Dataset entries
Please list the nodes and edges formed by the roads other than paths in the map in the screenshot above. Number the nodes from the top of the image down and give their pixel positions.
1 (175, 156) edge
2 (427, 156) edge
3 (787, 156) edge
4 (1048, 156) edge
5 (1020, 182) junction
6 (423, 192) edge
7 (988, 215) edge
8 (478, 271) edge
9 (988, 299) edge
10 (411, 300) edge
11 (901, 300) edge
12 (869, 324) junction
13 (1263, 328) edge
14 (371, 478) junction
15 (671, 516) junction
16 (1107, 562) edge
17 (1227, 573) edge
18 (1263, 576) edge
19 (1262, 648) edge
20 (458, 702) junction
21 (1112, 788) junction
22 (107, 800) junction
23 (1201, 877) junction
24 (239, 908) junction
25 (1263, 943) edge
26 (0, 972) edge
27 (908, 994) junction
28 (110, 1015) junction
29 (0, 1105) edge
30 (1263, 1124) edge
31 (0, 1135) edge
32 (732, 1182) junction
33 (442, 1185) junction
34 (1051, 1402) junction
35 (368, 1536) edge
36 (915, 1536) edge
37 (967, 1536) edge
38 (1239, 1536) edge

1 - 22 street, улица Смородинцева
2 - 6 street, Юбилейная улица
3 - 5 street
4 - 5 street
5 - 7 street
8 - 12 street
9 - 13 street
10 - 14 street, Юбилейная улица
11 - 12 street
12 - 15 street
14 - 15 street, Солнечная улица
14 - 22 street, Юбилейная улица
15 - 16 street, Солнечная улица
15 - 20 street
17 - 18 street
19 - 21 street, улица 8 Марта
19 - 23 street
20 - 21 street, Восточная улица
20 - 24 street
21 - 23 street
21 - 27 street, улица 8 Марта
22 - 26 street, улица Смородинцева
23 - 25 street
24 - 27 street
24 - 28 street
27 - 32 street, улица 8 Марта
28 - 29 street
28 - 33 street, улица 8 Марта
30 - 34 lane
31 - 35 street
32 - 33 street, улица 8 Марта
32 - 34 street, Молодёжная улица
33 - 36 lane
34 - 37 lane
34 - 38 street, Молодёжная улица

== GOAL OF THE EXERCISE ==
A verbatim restatement of all the entries above is required.

== SOLUTION FOR THIS TASK ==
Please list the nodes and edges formed by the roads other than paths in the map in the screenshot above. Number the nodes from the top of the image down and give their pixel positions.
1 (175, 156) edge
2 (427, 156) edge
3 (787, 156) edge
4 (1048, 156) edge
5 (1020, 182) junction
6 (423, 192) edge
7 (988, 215) edge
8 (478, 271) edge
9 (988, 299) edge
10 (411, 300) edge
11 (901, 300) edge
12 (869, 324) junction
13 (1263, 328) edge
14 (371, 478) junction
15 (671, 516) junction
16 (1107, 562) edge
17 (1227, 573) edge
18 (1263, 576) edge
19 (1262, 648) edge
20 (458, 702) junction
21 (1112, 788) junction
22 (107, 800) junction
23 (1201, 877) junction
24 (239, 908) junction
25 (1263, 943) edge
26 (0, 972) edge
27 (908, 994) junction
28 (110, 1015) junction
29 (0, 1105) edge
30 (1263, 1124) edge
31 (0, 1135) edge
32 (732, 1182) junction
33 (442, 1185) junction
34 (1051, 1402) junction
35 (368, 1536) edge
36 (915, 1536) edge
37 (967, 1536) edge
38 (1239, 1536) edge

1 - 22 street, улица Смородинцева
2 - 6 street, Юбилейная улица
3 - 5 street
4 - 5 street
5 - 7 street
8 - 12 street
9 - 13 street
10 - 14 street, Юбилейная улица
11 - 12 street
12 - 15 street
14 - 15 street, Солнечная улица
14 - 22 street, Юбилейная улица
15 - 16 street, Солнечная улица
15 - 20 street
17 - 18 street
19 - 21 street, улица 8 Марта
19 - 23 street
20 - 21 street, Восточная улица
20 - 24 street
21 - 23 street
21 - 27 street, улица 8 Марта
22 - 26 street, улица Смородинцева
23 - 25 street
24 - 27 street
24 - 28 street
27 - 32 street, улица 8 Марта
28 - 29 street
28 - 33 street, улица 8 Марта
30 - 34 lane
31 - 35 street
32 - 33 street, улица 8 Марта
32 - 34 street, Молодёжная улица
33 - 36 lane
34 - 37 lane
34 - 38 street, Молодёжная улица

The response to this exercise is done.